From Casetext: Smarter Legal Research

Peterson v. First State Bank

Court of Appeals of Indiana
Nov 15, 2000
737 N.E.2d 1226 (Ind. Ct. App. 2000)

Summary

affirming reformation of agreement to add omitted term caused by clerical error because extrinsic evidence showed that plaintiffs intended to sign agreement in their professional, not personal, capacity

Summary of this case from Marion T, LLC v. Thermoforming Mach. & Equip., Inc.

Opinion

No. 62A05-0005-CV-176.

November 15, 2000.

Appeal from the Perry Circuit Court, The Honorable William E. Weikert, Special Judge, Cause No. 62C01-9812-CP-316.

Patrick A. Shoulders, Robert L. Burkart, Evansville, Indiana, Attorneys for Appellants.

Marilyn R. Ratliff, Zifmer Stayman Weitzel Shoulders, Evansville, Indiana, Attorney for Appellee.



Case Summary

Appellants-Defendants Eugene Peterson and Eileen Peterson ("the Petersons") appeal a grant of summary judgment in favor of Appellee-Plaintiff First State Bank ("Bank"), upon Bank's complaint for reformation of a loan document and enforcement of a guaranty.
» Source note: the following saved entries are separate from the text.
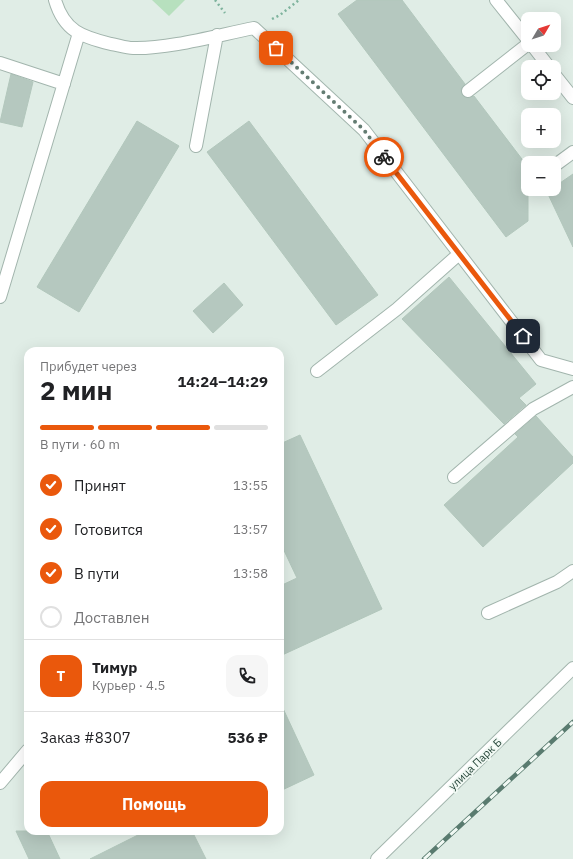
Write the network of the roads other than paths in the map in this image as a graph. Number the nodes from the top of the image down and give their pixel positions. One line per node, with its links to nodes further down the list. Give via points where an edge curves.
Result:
1 (55, 0): 4 (street, via 58,11 69,27)
2 (496, 0): 3 (street)
3 (521, 31)
4 (79, 33): 5 (street, via 88,39 132,48 177,44); 11 (street)
5 (217, 35): 14 (street); 17 (street, via 254,28 364,130)
6 (521, 49): 12 (street)
7 (537, 52): 8 (street)
8 (544, 60)
9 (0, 63): 11 (street)
10 (561, 83): 13 (street)
11 (64, 84): 18 (street)
12 (468, 91)
13 (573, 98)
14 (196, 146)
15 (573, 152): 16 (street)
16 (561, 161)
17 (459, 254): 19 (street, via 541,360); 20 (street, via 396,309)
18 (0, 297)
19 (573, 369)
20 (318, 370)
21 (573, 387): 22 (street, via 533,409)
22 (454, 477)
23 (573, 571): 24 (street, via 557,582)
24 (488, 612)
25 (573, 668): 28 (street, улица Парк Б)
26 (24, 755): 27 (street)
27 (0, 783)
28 (377, 859)

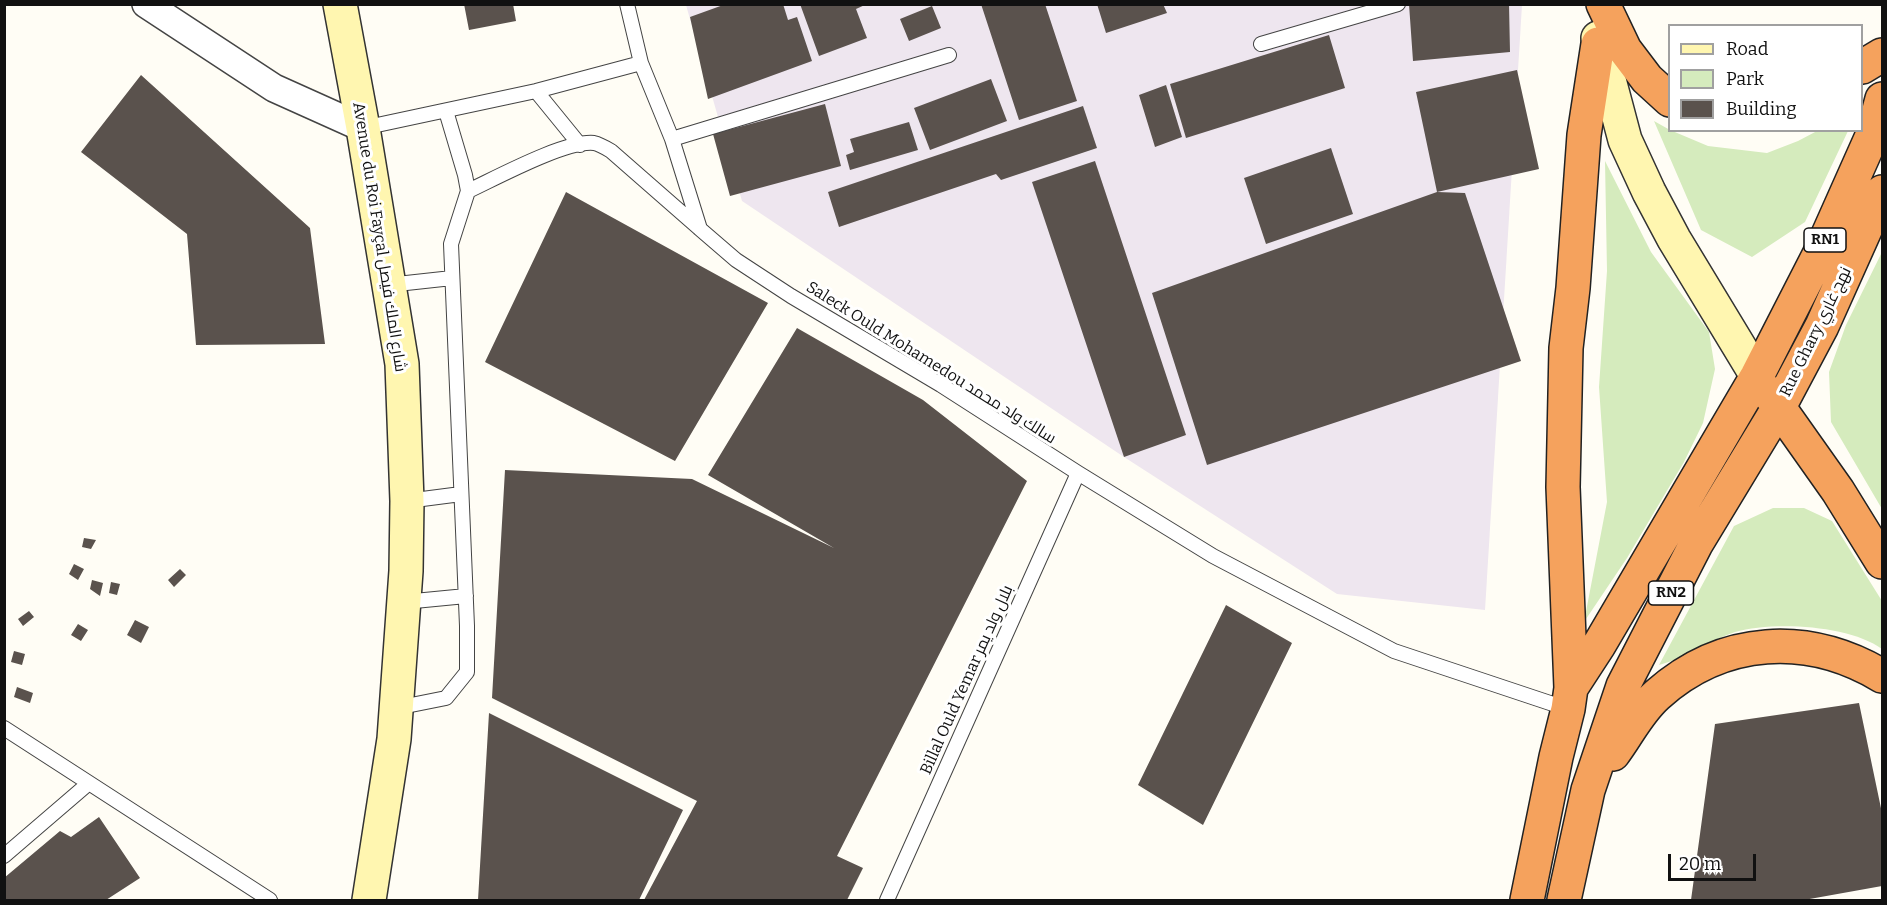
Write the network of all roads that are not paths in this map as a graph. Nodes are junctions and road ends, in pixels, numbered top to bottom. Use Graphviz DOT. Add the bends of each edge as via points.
graph roads {
  1 [pos="146,4"];
  2 [pos="340,4"];
  3 [pos="627,4"];
  4 [pos="1398,4"];
  5 [pos="1595,4"];
  6 [pos="1604,4"];
  7 [pos="1261,44"];
  8 [pos="1598,44"];
  9 [pos="949,55"];
  10 [pos="1882,55"];
  11 [pos="641,63"];
  12 [pos="1863,66"];
  13 [pos="536,92"];
  14 [pos="1668,98"];
  15 [pos="1882,99"];
  16 [pos="446,111"];
  17 [pos="363,128"];
  18 [pos="672,139"];
  19 [pos="580,144"];
  20 [pos="468,191"];
  21 [pos="1882,192"];
  22 [pos="700,229"];
  23 [pos="452,278"];
  24 [pos="388,285"];
  25 [pos="1757,376"];
  26 [pos="1779,407"];
  27 [pos="1077,473"];
  28 [pos="461,494"];
  29 [pos="406,501"];
  30 [pos="1882,562"];
  31 [pos="466,596"];
  32 [pos="404,602"];
  33 [pos="1882,676"];
  34 [pos="1569,698"];
  35 [pos="396,708"];
  36 [pos="4,728"];
  37 [pos="89,783"];
  38 [pos="1588,790"];
  39 [pos="4,856"];
  40 [pos="270,900"];
  41 [pos="369,900"];
  42 [pos="887,900"];
  43 [pos="1527,900"];
  44 [pos="1564,900"];
  1 -- 17 [label="street" via="274,88"];
  2 -- 17 [label="street, Avenue du Roi Fayçal شارع الملك فيصل"];
  3 -- 11 [label="lane"];
  4 -- 7 [label="lane"];
  5 -- 8 [label="street"];
  6 -- 14 [label="highway" via="1625,50"];
  8 -- 25 [label="street" via="1625,140 1649,192"];
  8 -- 34 [label="highway" via="1584,135 1566,348 1563,486"];
  9 -- 18 [label="lane"];
  10 -- 12 [label="highway"];
  11 -- 13 [label="lane"];
  11 -- 18 [label="lane"];
  13 -- 16 [label="lane"];
  13 -- 19 [label="lane"];
  15 -- 25 [label="highway, Rue Ghary نهج غاري / RN1" via="1872,136 1819,255"];
  16 -- 17 [label="lane"];
  16 -- 20 [label="lane"];
  17 -- 24 [label="street, Avenue du Roi Fayçal شارع الملك فيصل"];
  18 -- 22 [label="lane"];
  19 -- 20 [label="lane"];
  19 -- 22 [label="lane, Saleck Ould Mohamedou سالك ولد محمد" via="595,143 610,151"];
  20 -- 23 [label="lane" via="451,244"];
  21 -- 26 [label="highway, Rue Ghary نهج غاري / RN1" via="1822,326"];
  22 -- 27 [label="lane, Saleck Ould Mohamedou سالك ولد محمد" via="736,260 791,296 941,385"];
  23 -- 24 [label="lane"];
  23 -- 28 [label="lane"];
  24 -- 29 [label="street, Avenue du Roi Fayçal شارع الملك فيصل" via="402,364"];
  25 -- 26 [label="highway"];
  25 -- 34 [label="highway, RN2"];
  26 -- 30 [label="highway"];
  26 -- 38 [label="highway, RN2" via="1696,544 1623,686"];
  27 -- 34 [label="lane, Saleck Ould Mohamedou سالك ولد محمد" via="1213,556 1394,651"];
  27 -- 42 [label="lane, Billal Ould Yemar بلال ولد يمر"];
  28 -- 29 [label="lane"];
  28 -- 31 [label="lane"];
  29 -- 32 [label="street, Avenue du Roi Fayçal شارع الملك فيصل"];
  31 -- 32 [label="lane"];
  31 -- 35 [label="lane" via="466,672 446,698"];
  32 -- 35 [label="street, Avenue du Roi Fayçal شارع الملك فيصل"];
  33 -- 38 [label="highway" via="1833,653 1802,647 1770,646 1709,661 1656,696 1634,720"];
  34 -- 43 [label="highway, RN2"];
  35 -- 41 [label="street, Avenue du Roi Fayçal شارع الملك فيصل"];
  36 -- 37 [label="lane"];
  37 -- 39 [label="lane"];
  37 -- 40 [label="lane"];
  38 -- 44 [label="highway, RN2"];
}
We affirm.

Issue

The Petersons present for our review two (restated) issues as follows:

Whether the trial court's reformation of a loan document was proper; and

Whether Bank was entitled to summary judgment against the Petersons as guarantors.

Facts and Procedural History

In 1997, the Petersons, their son Bruce Peterson ("Bruce"), and their daughter-in-law Becky Peterson ("Becky") formed Indiana Pine, LLC ("Indiana Pine"), for the purpose of constructing and operating a sawmill facility in Perry County, Indiana. The Petersons resided in Michigan; thus, only Bruce and Becky were to be involved in the day-to-day operation of the sawmill.

On March 19, 1997, the Bank loaned Indiana Pine short-term construction funds in the amount of $340,000.00 and operating funds in the amount of $150,000.00. Contemporaneously, Bruce and Becky, on behalf of Indiana Pine, executed a mortgage instrument to secure the payment of the $490,000.00 promissory note.

Upon the completion of construction of the Indiana Pine facility, a long-term loan, guaranteed by the United States Small Business Administration ("SBA"), replaced the short-term construction loan. On or about July 11, 1997, the following documents were executed: a SBA standard form Promissory Note in the amount of $340,000.00 (signed by Bruce and Becky), a SBA Guaranty (signed by Bruce, Becky and the Petersons), a Promissory Note in the amount of $150,000.00 (signed by Bruce and Becky as officers of Indiana Pine), and a SBA Settlement Sheet disclosing that the Bank disbursed $490,000.00 to Indiana Pine.

The Bank received some loan payments drawn on the checking account of Indiana Pine, but the loan eventually became delinquent. On December 7, 1998, the Bank filed a complaint for real estate foreclosure and satisfaction of the promissory notes, naming as defendants Indiana Pine, Bruce, Becky, the Petersons and Tell City, Indiana. The Petersons denied liability as guarantors of the $340,000.00 note, asserting that it was a personal obligation of Bruce and Becky because their signatures were unaccompanied by any designation identifying them as officers of Indiana Pine.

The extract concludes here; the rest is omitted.